In a typical year, we’d see several of these: e.g. the drop from April to June last year, or the rise from June to September.  I would typically use the term “core position” to represent trades made to take advantage of these moves.  For those who are looking to trade infrequently, the core position is the primary direction.  EW’ers use the term “impulse waves.”

But, obviously, we don’t always know how big a move will be when we first take a position.  And, there are no guarantees that our forecast will even pan out.  So, sometimes a core position changes rather quickly.

Short-term trades, likewise, can also turn into larger or longer-term trades. Sometimes, for instance, I expect a reversal at the top or bottom of a channel, but prices break through and I have to go back to the drawing board.

Now that the waters are sufficiently muddied, here’s what you should take from the use of the terms.  “Core long” means simply that I think SPX is going up and expect to remain long, but will be looking for occasional opportunities to pick up some extra returns by shorting — sometimes even going “full short.”

“Full long” or “full short” are merely indications of trading position that might or might not jibe with longer-term directional expectations.

In the middle of the trading day, when I can watch the market closely and pull the plug on a trade that isn’t working, I have no problem going full short to snag 5-10 points — even though I’m still expecting higher prices (core long.)

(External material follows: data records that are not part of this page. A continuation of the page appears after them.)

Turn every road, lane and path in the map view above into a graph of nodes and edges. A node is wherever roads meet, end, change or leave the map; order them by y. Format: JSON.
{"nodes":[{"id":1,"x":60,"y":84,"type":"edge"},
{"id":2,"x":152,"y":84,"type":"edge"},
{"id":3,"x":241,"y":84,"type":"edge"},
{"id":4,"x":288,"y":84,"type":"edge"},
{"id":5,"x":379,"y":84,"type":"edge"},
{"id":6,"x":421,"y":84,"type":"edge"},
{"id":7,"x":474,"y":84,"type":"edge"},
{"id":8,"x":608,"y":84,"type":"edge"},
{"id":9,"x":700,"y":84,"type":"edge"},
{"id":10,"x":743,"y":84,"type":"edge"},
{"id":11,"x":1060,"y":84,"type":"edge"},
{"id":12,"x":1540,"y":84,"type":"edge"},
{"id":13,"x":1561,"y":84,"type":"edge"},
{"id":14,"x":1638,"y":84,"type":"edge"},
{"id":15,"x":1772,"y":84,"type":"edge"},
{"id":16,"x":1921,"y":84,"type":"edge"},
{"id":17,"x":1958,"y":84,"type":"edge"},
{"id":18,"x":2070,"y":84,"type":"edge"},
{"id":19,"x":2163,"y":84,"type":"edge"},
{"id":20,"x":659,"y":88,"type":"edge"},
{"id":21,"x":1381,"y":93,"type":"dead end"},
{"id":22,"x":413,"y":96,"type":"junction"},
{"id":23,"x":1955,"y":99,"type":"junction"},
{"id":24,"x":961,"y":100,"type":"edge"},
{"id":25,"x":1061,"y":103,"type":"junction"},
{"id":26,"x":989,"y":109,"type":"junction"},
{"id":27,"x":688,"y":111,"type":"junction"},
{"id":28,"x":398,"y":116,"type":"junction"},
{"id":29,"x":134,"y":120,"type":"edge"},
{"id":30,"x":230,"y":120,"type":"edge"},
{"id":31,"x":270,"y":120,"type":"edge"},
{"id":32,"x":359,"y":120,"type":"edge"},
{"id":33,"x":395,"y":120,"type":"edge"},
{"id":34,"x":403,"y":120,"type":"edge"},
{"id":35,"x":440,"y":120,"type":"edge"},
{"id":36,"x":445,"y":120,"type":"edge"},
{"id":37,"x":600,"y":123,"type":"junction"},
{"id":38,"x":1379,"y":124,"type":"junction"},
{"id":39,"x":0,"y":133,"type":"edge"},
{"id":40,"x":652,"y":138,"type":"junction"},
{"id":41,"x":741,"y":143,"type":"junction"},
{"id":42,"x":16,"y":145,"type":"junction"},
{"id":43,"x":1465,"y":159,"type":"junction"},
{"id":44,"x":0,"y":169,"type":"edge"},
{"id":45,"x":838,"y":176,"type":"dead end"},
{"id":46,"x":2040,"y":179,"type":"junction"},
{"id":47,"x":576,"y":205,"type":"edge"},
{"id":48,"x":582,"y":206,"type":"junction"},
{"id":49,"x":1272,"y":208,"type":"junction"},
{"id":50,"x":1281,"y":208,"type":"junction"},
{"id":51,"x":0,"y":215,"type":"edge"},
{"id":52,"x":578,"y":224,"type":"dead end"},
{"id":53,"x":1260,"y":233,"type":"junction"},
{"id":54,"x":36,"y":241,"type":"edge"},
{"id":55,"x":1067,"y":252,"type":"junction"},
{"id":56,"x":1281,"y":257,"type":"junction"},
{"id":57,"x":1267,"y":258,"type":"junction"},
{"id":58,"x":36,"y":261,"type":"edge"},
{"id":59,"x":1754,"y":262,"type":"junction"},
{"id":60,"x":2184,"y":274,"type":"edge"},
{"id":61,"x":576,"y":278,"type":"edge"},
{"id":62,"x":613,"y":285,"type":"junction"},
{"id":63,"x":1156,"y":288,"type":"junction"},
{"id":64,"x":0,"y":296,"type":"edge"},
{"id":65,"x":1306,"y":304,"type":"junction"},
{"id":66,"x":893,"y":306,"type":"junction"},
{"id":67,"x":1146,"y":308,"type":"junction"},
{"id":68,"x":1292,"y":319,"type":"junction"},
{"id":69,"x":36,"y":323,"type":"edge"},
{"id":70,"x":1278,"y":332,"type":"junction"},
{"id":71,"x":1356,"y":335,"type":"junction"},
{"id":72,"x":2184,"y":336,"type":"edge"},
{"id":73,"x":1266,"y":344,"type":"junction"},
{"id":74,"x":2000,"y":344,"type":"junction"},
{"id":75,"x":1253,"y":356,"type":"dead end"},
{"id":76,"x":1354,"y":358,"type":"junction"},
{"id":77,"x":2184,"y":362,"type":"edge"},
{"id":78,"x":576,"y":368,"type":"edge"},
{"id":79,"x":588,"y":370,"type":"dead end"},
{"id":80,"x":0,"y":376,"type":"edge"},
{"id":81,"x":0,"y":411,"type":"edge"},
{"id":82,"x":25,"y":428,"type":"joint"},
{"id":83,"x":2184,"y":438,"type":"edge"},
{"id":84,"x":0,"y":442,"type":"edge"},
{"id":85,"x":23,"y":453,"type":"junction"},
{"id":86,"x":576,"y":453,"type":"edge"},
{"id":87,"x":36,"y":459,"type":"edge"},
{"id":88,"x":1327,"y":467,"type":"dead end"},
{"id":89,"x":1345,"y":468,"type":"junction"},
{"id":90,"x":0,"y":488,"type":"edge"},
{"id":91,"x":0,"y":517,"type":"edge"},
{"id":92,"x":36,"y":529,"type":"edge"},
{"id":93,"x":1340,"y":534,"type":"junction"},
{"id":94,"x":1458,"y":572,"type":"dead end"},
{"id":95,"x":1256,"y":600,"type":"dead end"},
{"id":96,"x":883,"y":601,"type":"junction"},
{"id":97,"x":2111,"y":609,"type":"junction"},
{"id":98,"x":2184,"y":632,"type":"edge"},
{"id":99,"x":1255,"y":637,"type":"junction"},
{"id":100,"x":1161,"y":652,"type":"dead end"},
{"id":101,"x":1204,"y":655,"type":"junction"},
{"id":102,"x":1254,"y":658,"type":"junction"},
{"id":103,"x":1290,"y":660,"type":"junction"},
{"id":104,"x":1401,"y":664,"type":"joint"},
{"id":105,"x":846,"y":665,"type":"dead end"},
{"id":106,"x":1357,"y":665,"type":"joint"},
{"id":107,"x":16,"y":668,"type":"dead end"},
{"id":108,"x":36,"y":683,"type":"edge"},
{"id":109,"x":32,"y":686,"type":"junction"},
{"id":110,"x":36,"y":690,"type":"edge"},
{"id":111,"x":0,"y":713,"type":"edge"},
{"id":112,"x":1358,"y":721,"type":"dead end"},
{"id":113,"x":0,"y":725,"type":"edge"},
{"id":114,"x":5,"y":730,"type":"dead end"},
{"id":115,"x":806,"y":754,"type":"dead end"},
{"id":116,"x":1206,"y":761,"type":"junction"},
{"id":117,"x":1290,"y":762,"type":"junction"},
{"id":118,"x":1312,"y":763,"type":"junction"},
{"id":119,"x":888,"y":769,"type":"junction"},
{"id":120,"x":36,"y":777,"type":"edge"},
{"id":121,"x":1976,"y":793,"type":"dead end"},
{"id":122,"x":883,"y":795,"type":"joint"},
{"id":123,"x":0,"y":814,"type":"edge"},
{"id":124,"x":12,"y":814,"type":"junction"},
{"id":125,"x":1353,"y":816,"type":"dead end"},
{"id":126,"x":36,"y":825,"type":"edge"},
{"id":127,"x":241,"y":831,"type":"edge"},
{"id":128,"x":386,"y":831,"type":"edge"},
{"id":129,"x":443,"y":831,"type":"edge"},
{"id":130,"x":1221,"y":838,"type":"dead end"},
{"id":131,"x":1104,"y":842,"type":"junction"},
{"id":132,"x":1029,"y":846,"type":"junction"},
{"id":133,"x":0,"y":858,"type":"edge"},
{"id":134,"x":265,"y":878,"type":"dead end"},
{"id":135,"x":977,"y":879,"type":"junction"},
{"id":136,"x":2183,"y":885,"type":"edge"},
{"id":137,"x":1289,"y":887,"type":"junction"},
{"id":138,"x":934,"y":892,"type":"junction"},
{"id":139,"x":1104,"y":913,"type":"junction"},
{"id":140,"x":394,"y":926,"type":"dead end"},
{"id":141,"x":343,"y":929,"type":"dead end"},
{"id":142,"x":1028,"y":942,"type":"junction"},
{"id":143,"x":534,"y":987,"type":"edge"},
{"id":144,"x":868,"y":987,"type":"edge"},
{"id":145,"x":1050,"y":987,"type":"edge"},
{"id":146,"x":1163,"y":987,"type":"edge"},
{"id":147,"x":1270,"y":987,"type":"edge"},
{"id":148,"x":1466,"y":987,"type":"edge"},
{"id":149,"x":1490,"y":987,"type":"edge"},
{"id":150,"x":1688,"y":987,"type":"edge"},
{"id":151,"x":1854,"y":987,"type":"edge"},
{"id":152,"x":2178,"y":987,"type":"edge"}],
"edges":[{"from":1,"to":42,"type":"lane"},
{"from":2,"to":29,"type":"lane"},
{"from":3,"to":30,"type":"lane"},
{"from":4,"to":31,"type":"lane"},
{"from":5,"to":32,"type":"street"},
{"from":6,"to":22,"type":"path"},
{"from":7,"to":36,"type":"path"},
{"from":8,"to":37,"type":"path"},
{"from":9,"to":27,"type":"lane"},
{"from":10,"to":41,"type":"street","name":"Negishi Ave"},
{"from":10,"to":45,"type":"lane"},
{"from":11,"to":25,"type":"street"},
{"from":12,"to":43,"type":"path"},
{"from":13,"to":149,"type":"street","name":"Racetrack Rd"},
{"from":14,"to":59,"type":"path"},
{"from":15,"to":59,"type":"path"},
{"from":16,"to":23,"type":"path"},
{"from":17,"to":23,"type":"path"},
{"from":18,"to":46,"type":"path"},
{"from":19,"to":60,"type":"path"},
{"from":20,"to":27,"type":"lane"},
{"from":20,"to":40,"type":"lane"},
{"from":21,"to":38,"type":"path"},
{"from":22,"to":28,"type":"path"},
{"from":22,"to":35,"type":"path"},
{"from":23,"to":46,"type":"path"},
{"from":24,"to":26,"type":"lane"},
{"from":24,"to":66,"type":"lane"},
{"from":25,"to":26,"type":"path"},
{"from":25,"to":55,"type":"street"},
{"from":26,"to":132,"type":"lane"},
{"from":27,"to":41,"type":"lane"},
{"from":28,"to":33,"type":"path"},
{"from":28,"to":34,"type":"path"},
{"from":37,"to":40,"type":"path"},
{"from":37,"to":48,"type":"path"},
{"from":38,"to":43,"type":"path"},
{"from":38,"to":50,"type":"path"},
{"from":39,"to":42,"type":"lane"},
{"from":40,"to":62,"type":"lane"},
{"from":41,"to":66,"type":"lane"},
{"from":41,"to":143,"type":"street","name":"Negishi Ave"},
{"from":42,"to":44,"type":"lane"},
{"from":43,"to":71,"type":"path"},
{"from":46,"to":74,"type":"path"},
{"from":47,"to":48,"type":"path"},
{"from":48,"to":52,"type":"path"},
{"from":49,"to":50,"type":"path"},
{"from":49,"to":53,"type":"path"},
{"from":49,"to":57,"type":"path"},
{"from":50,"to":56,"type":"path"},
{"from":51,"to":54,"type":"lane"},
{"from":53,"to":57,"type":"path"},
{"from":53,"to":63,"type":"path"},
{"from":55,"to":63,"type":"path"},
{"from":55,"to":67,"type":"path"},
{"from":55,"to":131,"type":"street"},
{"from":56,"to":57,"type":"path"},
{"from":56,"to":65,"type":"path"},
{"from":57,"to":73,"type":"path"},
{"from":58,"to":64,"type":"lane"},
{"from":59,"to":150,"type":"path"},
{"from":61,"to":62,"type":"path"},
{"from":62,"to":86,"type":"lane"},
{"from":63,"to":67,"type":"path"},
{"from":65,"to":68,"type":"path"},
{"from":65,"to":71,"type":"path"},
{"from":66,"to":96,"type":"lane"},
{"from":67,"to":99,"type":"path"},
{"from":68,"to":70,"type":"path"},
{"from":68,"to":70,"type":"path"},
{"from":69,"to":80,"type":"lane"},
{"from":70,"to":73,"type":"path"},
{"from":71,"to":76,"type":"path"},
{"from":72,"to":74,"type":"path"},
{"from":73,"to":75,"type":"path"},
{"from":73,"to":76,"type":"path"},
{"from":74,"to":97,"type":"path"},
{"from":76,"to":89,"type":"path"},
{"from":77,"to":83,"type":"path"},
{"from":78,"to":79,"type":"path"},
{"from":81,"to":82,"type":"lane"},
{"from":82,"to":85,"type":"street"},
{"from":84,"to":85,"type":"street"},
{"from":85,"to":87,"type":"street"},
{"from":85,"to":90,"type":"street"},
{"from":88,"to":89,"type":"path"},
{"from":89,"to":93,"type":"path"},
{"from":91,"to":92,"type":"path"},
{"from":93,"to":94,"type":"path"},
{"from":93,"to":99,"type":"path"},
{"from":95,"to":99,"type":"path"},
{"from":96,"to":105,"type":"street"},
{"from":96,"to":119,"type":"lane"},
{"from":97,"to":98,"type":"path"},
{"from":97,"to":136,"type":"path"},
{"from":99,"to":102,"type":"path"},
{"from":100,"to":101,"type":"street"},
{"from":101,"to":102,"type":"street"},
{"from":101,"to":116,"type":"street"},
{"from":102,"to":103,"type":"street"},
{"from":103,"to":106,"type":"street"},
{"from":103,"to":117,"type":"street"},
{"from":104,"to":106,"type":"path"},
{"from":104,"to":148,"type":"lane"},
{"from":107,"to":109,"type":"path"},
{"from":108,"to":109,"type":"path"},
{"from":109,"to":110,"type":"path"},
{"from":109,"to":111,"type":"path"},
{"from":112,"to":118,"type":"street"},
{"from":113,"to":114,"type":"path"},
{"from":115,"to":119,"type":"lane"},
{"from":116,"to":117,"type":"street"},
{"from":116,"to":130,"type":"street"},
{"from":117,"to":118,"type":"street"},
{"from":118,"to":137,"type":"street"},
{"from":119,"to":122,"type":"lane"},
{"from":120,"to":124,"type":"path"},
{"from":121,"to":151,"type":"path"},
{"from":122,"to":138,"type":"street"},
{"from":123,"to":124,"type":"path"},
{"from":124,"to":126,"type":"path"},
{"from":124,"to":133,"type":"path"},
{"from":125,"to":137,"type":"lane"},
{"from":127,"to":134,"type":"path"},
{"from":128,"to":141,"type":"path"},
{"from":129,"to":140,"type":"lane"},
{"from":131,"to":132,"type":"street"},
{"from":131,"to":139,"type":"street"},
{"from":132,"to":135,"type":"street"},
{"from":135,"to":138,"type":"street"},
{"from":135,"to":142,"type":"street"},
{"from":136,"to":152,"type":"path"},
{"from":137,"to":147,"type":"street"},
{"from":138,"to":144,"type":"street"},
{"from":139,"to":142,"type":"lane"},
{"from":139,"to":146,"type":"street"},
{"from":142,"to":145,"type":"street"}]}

Likewise, I’m comfortable going full long in the midst of a broad downturn if I feel the bounce will be worthwhile and I should be able to pull the plug if the bounce starts to fail.

I know this can get confusing — especially since the market isn’t static.  It’s been suggested that I color code charts, etc., but I fear that would just confuse me.  The best bet is to stay familiar with the forecast or the scenarios I’m working with.

More in a few…

UPDATE:  2:45 PM

SPX just topped 1573.66, so I’m reverting to full long with stops here at 1572-ish.

UPDATE:  3:35 PM

Getting very whipsawy here.  I imagine we’ll push higher at the close, so I’m inclined to loosen my stops a bit, leaving my core long position in place while playing a ST short trade to 1565ish.

If you’re as worn out as I am by all the back and forth today, it’s not a bad time to step to the sidelines and wait for the MM games to subside.  Bottom line, I can’t imagine we’ve come all this way not to make a new high.

I will go into the close long unless the channel breaks down in the next 10 minutes.

UPDATE: 3:55 PM

Just tagged the “neckline” of the IH&S from this morning; 5-min RSI says we’re nearing the interim bottom.  Will close my short here in the last minute — hopefully around 1568.

Comments

2 responses to “Charts I’m Watching: Apr 9, 2013”

  1. Ron Gray Avatar
    Ron Gray

    PW, an updated aapl chart would be appreciated.

  2. km Avatar
    km

    pw, your downside target is ST and somewhere close to the right S in the 1553-5 cash area?